The curse explains why a team that won five championships in its first 15 years, then sold Babe Ruth to the Yankees before the 1920 season, finished last nine times in 13 years while the Yankees won seven pennants during that time. You have to be cursed to finish second 18 times since 1920--and behind the Yankees 14 of those times.
Pitching? Ask Boo Ferris, Tex Hughson and Mel Parnell about the notion of fate playing an anti-Red Sox hand. They could have formed a dominant threesome in the late '40s and early '50s, but arm injuries shortened their careers. And can anyone explain why Roger Clemens won one crummy playoff game for the Red Sox but won four for the Yankees?
I think I know.
Curses are self-fulfilling. They exist simply because they exist. In Boston, Ruth's curse was myth made into reality. Perhaps players had expectations of failure lodged in their subconscious, and their play was affected.
Perhaps the negative energy that Red Sox fans emitted altered the universe's quantum mechanics and caused the ball to take impossible tumbles. Perhaps there really are baseball gods, and they just did not like us.
Maybe Ruth's curse was not real, but it existed.
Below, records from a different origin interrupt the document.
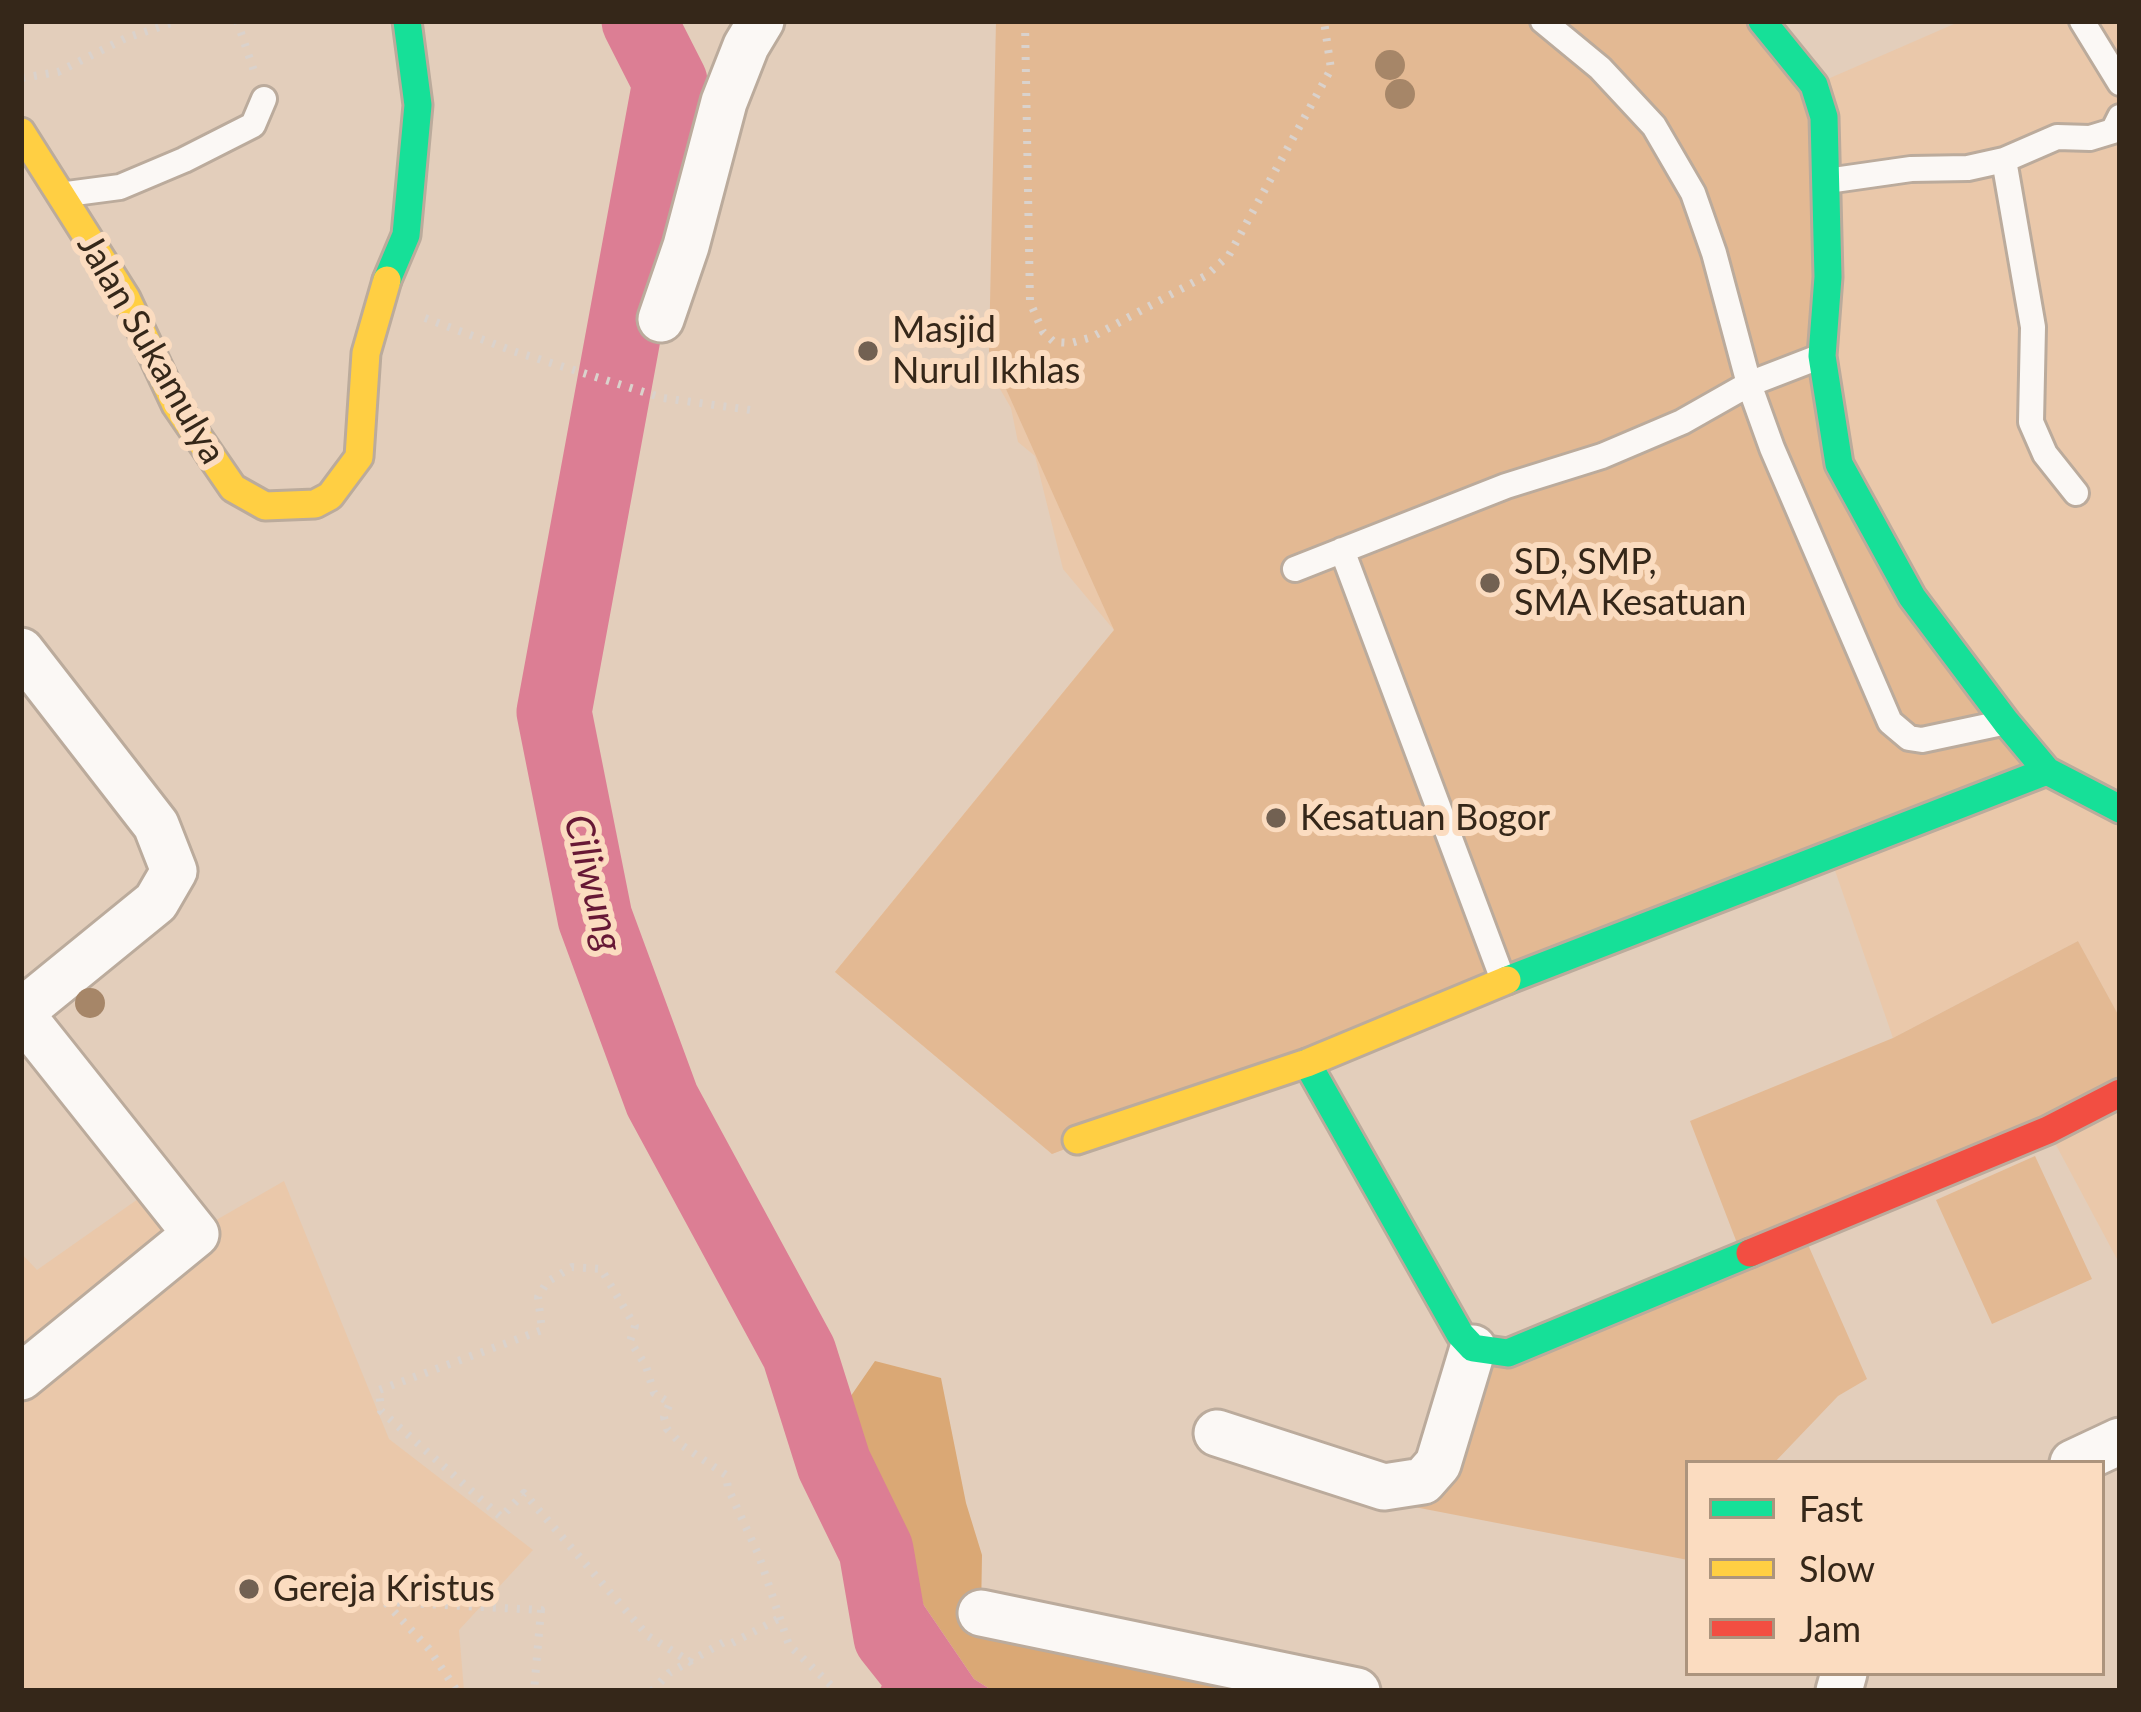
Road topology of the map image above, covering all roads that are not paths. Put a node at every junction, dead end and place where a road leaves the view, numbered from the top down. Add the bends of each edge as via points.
1 (407, 21) edge
2 (761, 21) edge
3 (1543, 21) edge
4 (1762, 21) edge
5 (2081, 21) edge
6 (2120, 83) edge
7 (264, 99) road end
8 (2120, 117) edge
9 (21, 132) edge
10 (2004, 160) junction
11 (1825, 182) junction
12 (59, 195) junction
13 (661, 319) dead end
14 (1822, 356) junction
15 (1749, 384) junction
16 (2076, 493) dead end
17 (1342, 550) junction
18 (1295, 569) dead end
19 (21, 651) edge
20 (2006, 722) junction
21 (2047, 771) junction
22 (2120, 809) edge
23 (1503, 982) junction
24 (21, 1013) edge
25 (1307, 1063) junction
26 (2120, 1093) edge
27 (1077, 1140) dead end
28 (1473, 1348) junction
29 (21, 1377) edge
30 (1217, 1433) dead end
31 (2120, 1441) edge
32 (2080, 1460) edge
33 (981, 1613) dead end
34 (1357, 1691) edge

1 - 12 street, Jalan Sukamulya via 418,104 406,236 366,353 358,457 330,496 266,506 233,488 176,405 126,298
2 - 13 street via 724,102
3 - 15 lane via 1654,126 1693,193
4 - 11 street via 1814,85 1824,117
5 - 6 lane
7 - 12 lane via 253,124 184,160 120,188
8 - 10 lane via 2113,130 2057,137
9 - 12 street, Jalan Sukamulya
10 - 11 lane
10 - 16 lane via 2033,327 2031,422
11 - 14 street
14 - 15 lane
14 - 20 street via 1839,464 1858,505 1912,597
15 - 17 lane via 1622,447
15 - 20 lane via 1890,722 1922,740
17 - 18 lane
17 - 23 lane
19 - 24 street via 156,825 174,871 156,902
20 - 21 street
21 - 22 street
21 - 23 street
23 - 25 street
24 - 29 street via 196,1234
25 - 27 street
25 - 28 street
26 - 28 street via 1508,1353
28 - 30 street via 1436,1468 1423,1481 1384,1486
31 - 32 street
33 - 34 street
It existed because Red Sox fans kept trying to explain why this organization could find such monumentally depressing ways to lose. It existed because we continued to care.
The 2004 Red Sox, a group of guys you would not bring home to mother, have dosed the book on the Curse of the Bambino. These guys took pride in their limited intellect, and I suspect one reason they broke the curse was that they had enough trouble keeping their conscious minds in order, so there was no time to worry about some curse weighing on their subconscious.
Red Sox fans have won, and some say we will be emotional basket cases without our "mystical self-love." That implies we really did not want to win. Not so--the curse made the win all the sweeter. There is no joy in knowing you are going to lose in new and interesting ways. And that was our curse, knowing we would lose. We no longer are burdened by that knowledge.
Pitching? Self-indulgence? Please.
The curse is dead. Long live the curse.